The shortcomings of the Russian Government subsidies system. Government subsidies are currently used to help farmers in Russia hedge against weather risks (Buckley, 2017). State-issued subsidies have created significant growth within the agricultural sector, but not without complications. Some farmers cannot afford premiums, meet land acreage requirements, or obtain the necessary accounting paperwork to qualify for payments. In the 2012 drought, state compensation was only given to farmers "located in emergency districts... in a manner that was not at all transparent [to the farmers]," while those located in "non-emergency" zones suffered terrible losses as well (Ukhova, 2013, 12). Those who received payment received insufficient amounts in comparison to their actual loss. This underperformance by subsidies has resulted in a general lack of faith in the system (Ukhova, 2013). To work to remedy this, farmers must be able to easily access their method of compensation and understand why they are receiving it. Even with these improvements, subsidies only protect against high-impact events such as droughts. There is still a clear lack of protection against small but

continual risk such as temperature fluctuations (Esper Group, 2010).

Conclusions. Weather derivatives can be used to insure farmers against daily fluctuations in temperature, which can have a substantial impact on their yields and wallets. Most of the farmland within Russia is highly sensitive to weather conditions. Though government subsidies have been used in the past to assist farmers in protecting themselves against weather risks, farmers no longer trust this system. Weather derivatives, however, use objective weather data to help farmers compensate for their losses incurred by unfavorable weather conditions. As shown in the Indian and Canadian cases, for the concept of weather derivative to work it must be familiar to farmers, and it is vital that they are educated about this tool's use and benefits. This builds trust and extends the use of an effective weather derivatives system.

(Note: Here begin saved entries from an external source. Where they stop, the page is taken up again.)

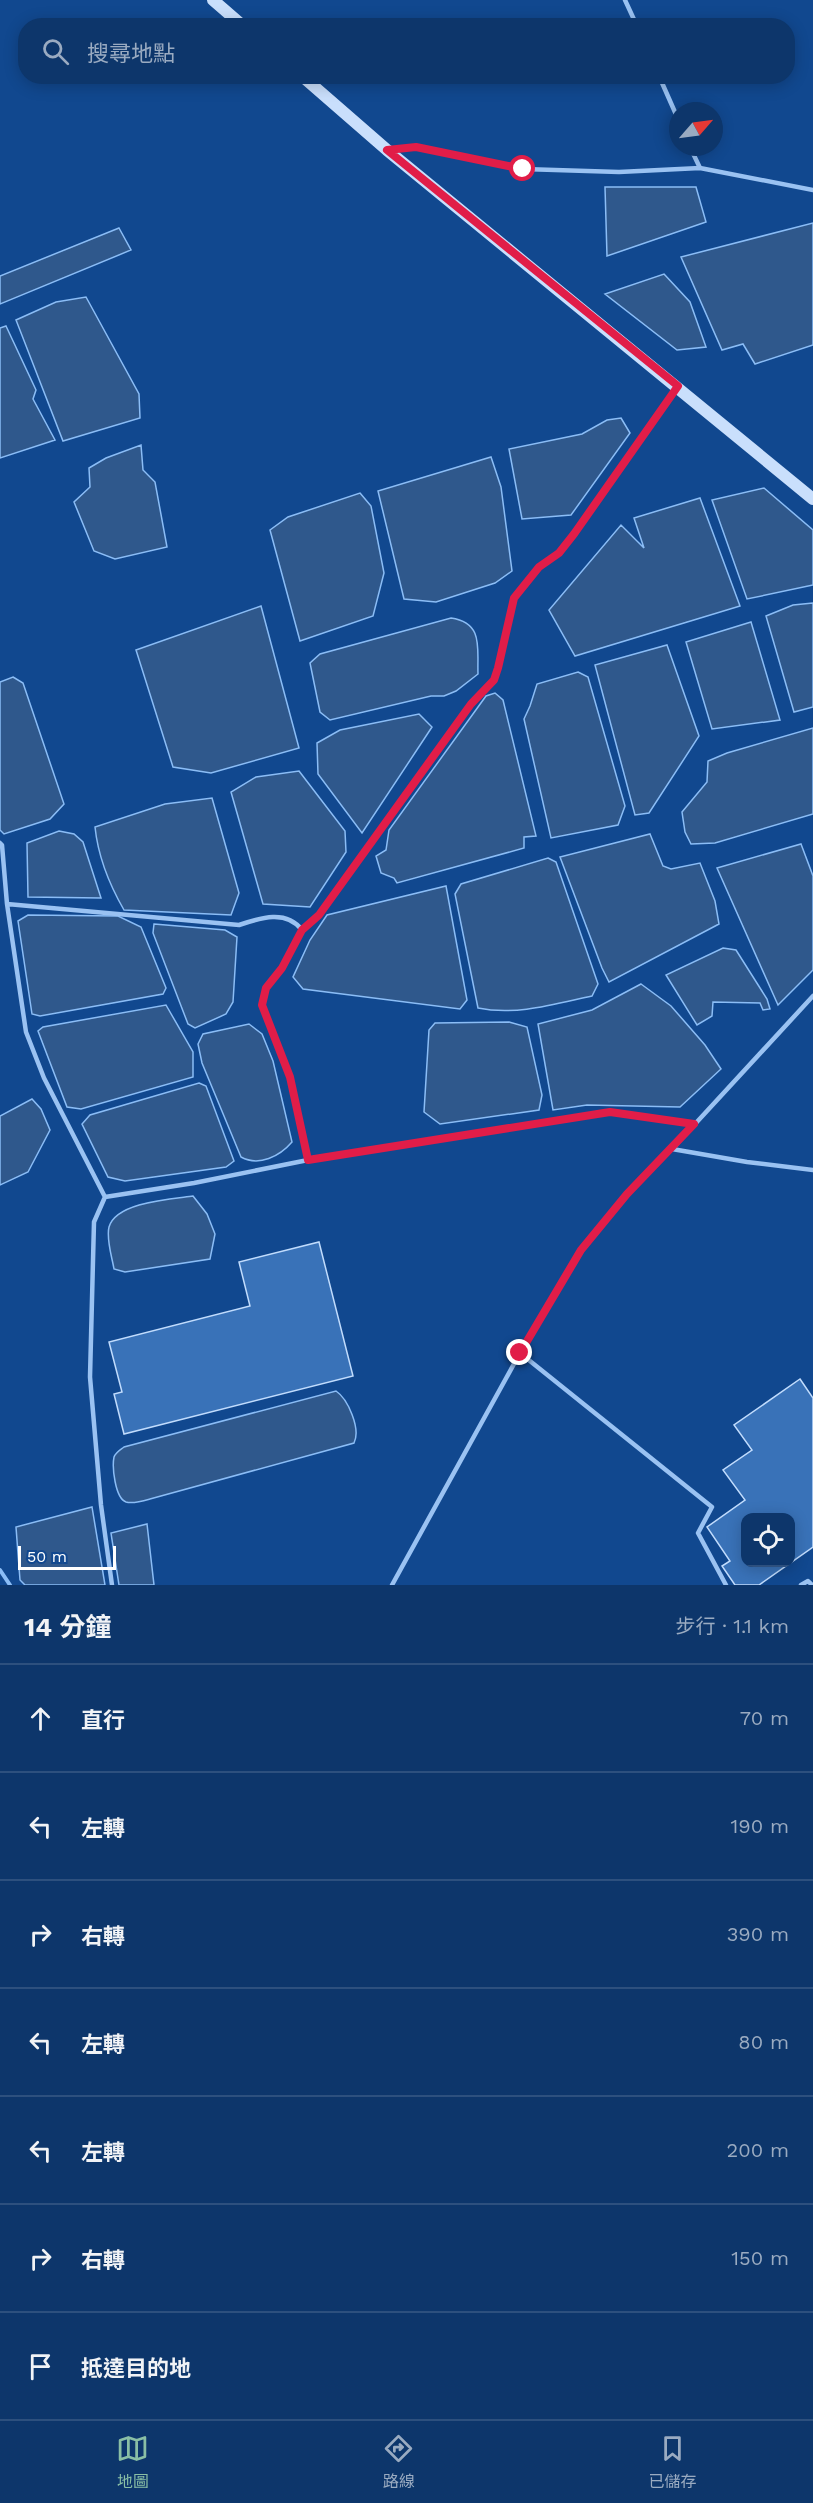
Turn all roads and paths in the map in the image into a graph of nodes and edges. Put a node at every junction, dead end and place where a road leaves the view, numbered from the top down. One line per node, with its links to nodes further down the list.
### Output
1 (213, 0): 3 (street)
2 (625, 0): 4 (lane)
3 (234, 18)
4 (633, 18)
5 (311, 84): 8 (street)
6 (663, 84): 7 (lane)
7 (670, 102)
8 (387, 150): 10 (lane); 12 (street)
9 (694, 156): 10 (lane)
10 (700, 168): 11 (lane)
11 (813, 190)
12 (678, 386): 13 (street); 16 (lane)
13 (813, 499)
14 (0, 843): 15 (lane)
15 (7, 904): 16 (lane); 22 (lane)
16 (302, 930): 20 (lane)
17 (813, 996): 18 (lane)
18 (694, 1124): 19 (lane); 20 (lane)
19 (672, 1149): 21 (lane); 23 (lane)
20 (308, 1160): 22 (lane)
21 (813, 1170)
22 (105, 1197): 24 (lane)
23 (520, 1353): 25 (lane); 26 (lane)
24 (112, 1585)
25 (392, 1585)
26 (726, 1585)
27 (801, 1585): 28 (lane)
28 (812, 1585)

Methodology: Developing a Weather Derivatives System

The goal of this project is to create a proof-of-concept weather derivatives pricing system. This system will explore the feasibility of farmers' insurance within Russia using such financial instruments. We created the following objectives to successfully reach this goal:

1. Determine the relationship between temperature and crop yield within the Moscow, Krasnodar, and Omsk regions

2. Price weather derivative options

3. Create an Excel tool to simulate the financial impact of weather derivatives for users.

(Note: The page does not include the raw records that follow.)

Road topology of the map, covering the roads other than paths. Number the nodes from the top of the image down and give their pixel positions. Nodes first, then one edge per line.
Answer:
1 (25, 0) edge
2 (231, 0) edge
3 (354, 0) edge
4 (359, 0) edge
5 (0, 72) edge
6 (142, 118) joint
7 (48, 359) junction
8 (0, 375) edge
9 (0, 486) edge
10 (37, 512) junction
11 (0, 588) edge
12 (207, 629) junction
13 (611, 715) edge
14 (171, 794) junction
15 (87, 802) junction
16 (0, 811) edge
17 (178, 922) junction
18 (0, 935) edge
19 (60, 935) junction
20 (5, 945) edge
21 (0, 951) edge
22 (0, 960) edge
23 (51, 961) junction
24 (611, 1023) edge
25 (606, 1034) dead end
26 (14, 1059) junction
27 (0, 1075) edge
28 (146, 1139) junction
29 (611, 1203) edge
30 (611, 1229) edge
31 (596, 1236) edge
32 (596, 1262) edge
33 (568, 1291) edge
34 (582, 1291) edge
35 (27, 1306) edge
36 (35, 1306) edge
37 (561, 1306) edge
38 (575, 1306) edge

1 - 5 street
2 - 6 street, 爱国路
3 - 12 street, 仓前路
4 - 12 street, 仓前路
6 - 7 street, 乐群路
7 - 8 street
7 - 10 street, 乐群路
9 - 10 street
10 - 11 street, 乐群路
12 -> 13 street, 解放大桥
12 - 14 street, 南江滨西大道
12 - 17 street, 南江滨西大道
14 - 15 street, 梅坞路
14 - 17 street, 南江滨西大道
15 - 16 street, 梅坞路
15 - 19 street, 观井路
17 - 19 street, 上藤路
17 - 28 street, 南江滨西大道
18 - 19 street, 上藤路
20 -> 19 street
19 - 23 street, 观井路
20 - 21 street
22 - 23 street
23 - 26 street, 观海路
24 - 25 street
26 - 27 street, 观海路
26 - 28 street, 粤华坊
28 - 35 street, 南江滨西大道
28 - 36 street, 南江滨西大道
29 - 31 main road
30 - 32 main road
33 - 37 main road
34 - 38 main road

Determining relationship between temperature and crop yield. Because the pricing of weather derivatives depends upon GDDs that are crop-specific, we selected 3 regions and 3 specific crop types for the construction of derivatives. We identified corn, potatoes, and wheat (spring and winter) as some of the most common crops in Russia and the Moscow, Krasnodar, and Omsk regions as areas representing a spread of weather conditions. We gathered each crop's baseline temperature for its GDD calculation, its planting dates, and its harvest dates. Using these dates and temperatures, we accurately gauged the temperatures these crops experience within a growing season. We calculated the mean cumulative GDD experienced by each crop within the Moscow, Krasnodar, and Omsk regions from the years 1996 to 2015 with data from the

meteo.ru (RIHMI-WDC) weather database and collected regional crop yield statistics from Knoema, another online database (see References). Using Microsoft Excel, we developed a database of these temperatures and implemented an ordinary least squares regression technique to quantify the relationship between cumulative GDD over the growing period and crop yield.

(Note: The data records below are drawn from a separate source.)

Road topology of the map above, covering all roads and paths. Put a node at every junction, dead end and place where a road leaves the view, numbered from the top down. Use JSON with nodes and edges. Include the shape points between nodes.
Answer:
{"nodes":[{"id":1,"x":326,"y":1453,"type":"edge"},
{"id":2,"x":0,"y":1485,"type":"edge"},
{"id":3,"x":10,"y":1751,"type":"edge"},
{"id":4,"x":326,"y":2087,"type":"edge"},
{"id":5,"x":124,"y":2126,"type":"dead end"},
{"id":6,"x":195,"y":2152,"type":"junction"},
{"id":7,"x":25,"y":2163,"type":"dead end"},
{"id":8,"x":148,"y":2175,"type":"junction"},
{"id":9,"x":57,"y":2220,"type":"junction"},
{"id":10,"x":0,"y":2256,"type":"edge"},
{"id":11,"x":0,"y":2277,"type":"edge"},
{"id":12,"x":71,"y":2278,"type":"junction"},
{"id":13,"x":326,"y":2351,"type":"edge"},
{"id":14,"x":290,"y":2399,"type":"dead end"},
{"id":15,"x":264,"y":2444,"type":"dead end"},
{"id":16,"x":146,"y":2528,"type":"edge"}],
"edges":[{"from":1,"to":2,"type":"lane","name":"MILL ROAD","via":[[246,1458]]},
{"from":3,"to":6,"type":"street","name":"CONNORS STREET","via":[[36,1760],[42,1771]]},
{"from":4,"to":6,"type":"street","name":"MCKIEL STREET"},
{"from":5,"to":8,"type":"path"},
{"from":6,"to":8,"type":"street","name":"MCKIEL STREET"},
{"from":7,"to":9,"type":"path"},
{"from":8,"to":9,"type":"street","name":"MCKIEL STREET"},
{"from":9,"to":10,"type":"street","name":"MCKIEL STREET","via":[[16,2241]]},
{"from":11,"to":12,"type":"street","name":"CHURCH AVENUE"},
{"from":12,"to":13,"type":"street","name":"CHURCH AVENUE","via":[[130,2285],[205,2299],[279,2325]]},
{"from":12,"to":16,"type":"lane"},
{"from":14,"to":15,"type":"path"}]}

Pricing weather derivatives. To price the derivatives, we surveyed various pricing methods. After reviewing literature by Sun and van Kooten

(2015); Groll, Lopez-Cabrera, & Meyer-Brandis

(2016); Taylor & Buizza (2006); Chung (2011); Alaton, Djehiche, & Stillberger (2002); Barrieu & Scaillet (2010); and Consedine (2000), we chose the historical burn analysis method, which takes the average historical GDD as the expected GDD for future years (see Appendix A). This technique was chosen because of its ability to accurately model these future GDD values, the accessibility of the data needed for this method, and the ability to conduct the necessary mathematical processes in a familiar format such as an Excel spreadsheet.

Creating simulation tool. To visually represent the results of this project and demonstrate the potential impact of this weather derivatives system, we created a weather derivative simulation tool in Visual Basic for Excel. This tool calculates the potential losses a farmer faces by interfacing with the GDD/yield relationship model. The farmer inputs his/her farm size, crop type, and location. His/her projected yield for the upcoming year is then calculated by utilizing the appropriate GDD/ yield model, the projected GDD based on his/her region, and the size of his/her farm. This yield is then multiplied by the estimated worth of his/her crop, data gathered from Bloomberg, converting his/her potential profit to a monetary value.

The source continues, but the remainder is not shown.